* [PROMPT]: Retyping the records exactly, down to the last line, is the whole job.
*** DATA ***
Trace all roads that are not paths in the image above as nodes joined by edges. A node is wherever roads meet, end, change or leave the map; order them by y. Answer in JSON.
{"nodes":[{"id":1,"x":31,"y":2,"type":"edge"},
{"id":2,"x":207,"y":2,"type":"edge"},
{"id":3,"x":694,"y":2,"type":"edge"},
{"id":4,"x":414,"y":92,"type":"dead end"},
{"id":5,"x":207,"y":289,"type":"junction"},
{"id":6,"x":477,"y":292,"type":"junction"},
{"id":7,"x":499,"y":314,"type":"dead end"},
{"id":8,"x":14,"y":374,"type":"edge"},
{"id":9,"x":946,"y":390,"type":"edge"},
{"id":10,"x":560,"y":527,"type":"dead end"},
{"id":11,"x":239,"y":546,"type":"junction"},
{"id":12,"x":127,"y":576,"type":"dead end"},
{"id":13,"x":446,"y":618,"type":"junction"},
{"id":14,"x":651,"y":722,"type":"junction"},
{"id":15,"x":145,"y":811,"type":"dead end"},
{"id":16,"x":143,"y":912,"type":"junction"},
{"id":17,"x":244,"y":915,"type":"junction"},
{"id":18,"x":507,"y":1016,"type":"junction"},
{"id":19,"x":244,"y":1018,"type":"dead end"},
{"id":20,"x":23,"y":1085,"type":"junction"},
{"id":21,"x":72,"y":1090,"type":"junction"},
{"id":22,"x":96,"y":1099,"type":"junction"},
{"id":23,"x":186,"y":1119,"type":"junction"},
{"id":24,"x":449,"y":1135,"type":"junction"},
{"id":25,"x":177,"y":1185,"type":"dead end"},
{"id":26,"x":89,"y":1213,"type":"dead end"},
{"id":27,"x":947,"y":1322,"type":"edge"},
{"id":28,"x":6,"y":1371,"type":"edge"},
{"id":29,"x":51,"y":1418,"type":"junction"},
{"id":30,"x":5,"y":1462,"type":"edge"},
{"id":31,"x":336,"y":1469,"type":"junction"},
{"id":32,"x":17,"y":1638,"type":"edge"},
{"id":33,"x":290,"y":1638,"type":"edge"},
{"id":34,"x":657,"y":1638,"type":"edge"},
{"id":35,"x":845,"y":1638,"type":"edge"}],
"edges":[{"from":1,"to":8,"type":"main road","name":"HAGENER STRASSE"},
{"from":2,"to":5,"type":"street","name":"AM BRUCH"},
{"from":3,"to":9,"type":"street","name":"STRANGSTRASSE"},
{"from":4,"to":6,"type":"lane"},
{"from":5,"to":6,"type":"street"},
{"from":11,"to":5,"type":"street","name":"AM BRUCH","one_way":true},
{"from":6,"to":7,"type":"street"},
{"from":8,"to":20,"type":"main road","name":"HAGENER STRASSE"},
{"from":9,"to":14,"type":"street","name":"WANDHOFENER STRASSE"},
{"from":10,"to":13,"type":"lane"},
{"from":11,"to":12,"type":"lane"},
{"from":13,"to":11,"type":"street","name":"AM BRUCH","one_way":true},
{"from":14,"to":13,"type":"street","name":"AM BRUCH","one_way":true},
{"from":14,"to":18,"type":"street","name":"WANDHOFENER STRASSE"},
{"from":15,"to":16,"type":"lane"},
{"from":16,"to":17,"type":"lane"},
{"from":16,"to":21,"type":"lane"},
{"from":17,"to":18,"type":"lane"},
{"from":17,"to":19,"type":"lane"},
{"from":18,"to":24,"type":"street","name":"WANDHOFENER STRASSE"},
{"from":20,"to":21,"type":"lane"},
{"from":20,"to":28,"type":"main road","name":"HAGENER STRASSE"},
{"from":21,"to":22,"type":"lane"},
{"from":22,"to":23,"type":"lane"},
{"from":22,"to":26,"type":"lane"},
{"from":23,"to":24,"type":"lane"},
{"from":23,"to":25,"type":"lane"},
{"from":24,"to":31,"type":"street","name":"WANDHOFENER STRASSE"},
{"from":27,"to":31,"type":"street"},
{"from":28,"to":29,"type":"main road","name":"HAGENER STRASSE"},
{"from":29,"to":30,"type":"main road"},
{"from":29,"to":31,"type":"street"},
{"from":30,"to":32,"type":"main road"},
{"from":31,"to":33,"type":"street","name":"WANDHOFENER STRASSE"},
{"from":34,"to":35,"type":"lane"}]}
***
* [RESPONSE BOX]:
Trace all roads that are not paths in the image above as nodes joined by edges. A node is wherever roads meet, end, change or leave the map; order them by y. Answer in JSON.
{"nodes":[{"id":1,"x":31,"y":2,"type":"edge"},
{"id":2,"x":207,"y":2,"type":"edge"},
{"id":3,"x":694,"y":2,"type":"edge"},
{"id":4,"x":414,"y":92,"type":"dead end"},
{"id":5,"x":207,"y":289,"type":"junction"},
{"id":6,"x":477,"y":292,"type":"junction"},
{"id":7,"x":499,"y":314,"type":"dead end"},
{"id":8,"x":14,"y":374,"type":"edge"},
{"id":9,"x":946,"y":390,"type":"edge"},
{"id":10,"x":560,"y":527,"type":"dead end"},
{"id":11,"x":239,"y":546,"type":"junction"},
{"id":12,"x":127,"y":576,"type":"dead end"},
{"id":13,"x":446,"y":618,"type":"junction"},
{"id":14,"x":651,"y":722,"type":"junction"},
{"id":15,"x":145,"y":811,"type":"dead end"},
{"id":16,"x":143,"y":912,"type":"junction"},
{"id":17,"x":244,"y":915,"type":"junction"},
{"id":18,"x":507,"y":1016,"type":"junction"},
{"id":19,"x":244,"y":1018,"type":"dead end"},
{"id":20,"x":23,"y":1085,"type":"junction"},
{"id":21,"x":72,"y":1090,"type":"junction"},
{"id":22,"x":96,"y":1099,"type":"junction"},
{"id":23,"x":186,"y":1119,"type":"junction"},
{"id":24,"x":449,"y":1135,"type":"junction"},
{"id":25,"x":177,"y":1185,"type":"dead end"},
{"id":26,"x":89,"y":1213,"type":"dead end"},
{"id":27,"x":947,"y":1322,"type":"edge"},
{"id":28,"x":6,"y":1371,"type":"edge"},
{"id":29,"x":51,"y":1418,"type":"junction"},
{"id":30,"x":5,"y":1462,"type":"edge"},
{"id":31,"x":336,"y":1469,"type":"junction"},
{"id":32,"x":17,"y":1638,"type":"edge"},
{"id":33,"x":290,"y":1638,"type":"edge"},
{"id":34,"x":657,"y":1638,"type":"edge"},
{"id":35,"x":845,"y":1638,"type":"edge"}],
"edges":[{"from":1,"to":8,"type":"main road","name":"HAGENER STRASSE"},
{"from":2,"to":5,"type":"street","name":"AM BRUCH"},
{"from":3,"to":9,"type":"street","name":"STRANGSTRASSE"},
{"from":4,"to":6,"type":"lane"},
{"from":5,"to":6,"type":"street"},
{"from":11,"to":5,"type":"street","name":"AM BRUCH","one_way":true},
{"from":6,"to":7,"type":"street"},
{"from":8,"to":20,"type":"main road","name":"HAGENER STRASSE"},
{"from":9,"to":14,"type":"street","name":"WANDHOFENER STRASSE"},
{"from":10,"to":13,"type":"lane"},
{"from":11,"to":12,"type":"lane"},
{"from":13,"to":11,"type":"street","name":"AM BRUCH","one_way":true},
{"from":14,"to":13,"type":"street","name":"AM BRUCH","one_way":true},
{"from":14,"to":18,"type":"street","name":"WANDHOFENER STRASSE"},
{"from":15,"to":16,"type":"lane"},
{"from":16,"to":17,"type":"lane"},
{"from":16,"to":21,"type":"lane"},
{"from":17,"to":18,"type":"lane"},
{"from":17,"to":19,"type":"lane"},
{"from":18,"to":24,"type":"street","name":"WANDHOFENER STRASSE"},
{"from":20,"to":21,"type":"lane"},
{"from":20,"to":28,"type":"main road","name":"HAGENER STRASSE"},
{"from":21,"to":22,"type":"lane"},
{"from":22,"to":23,"type":"lane"},
{"from":22,"to":26,"type":"lane"},
{"from":23,"to":24,"type":"lane"},
{"from":23,"to":25,"type":"lane"},
{"from":24,"to":31,"type":"street","name":"WANDHOFENER STRASSE"},
{"from":27,"to":31,"type":"street"},
{"from":28,"to":29,"type":"main road","name":"HAGENER STRASSE"},
{"from":29,"to":30,"type":"main road"},
{"from":29,"to":31,"type":"street"},
{"from":30,"to":32,"type":"main road"},
{"from":31,"to":33,"type":"street","name":"WANDHOFENER STRASSE"},
{"from":34,"to":35,"type":"lane"}]}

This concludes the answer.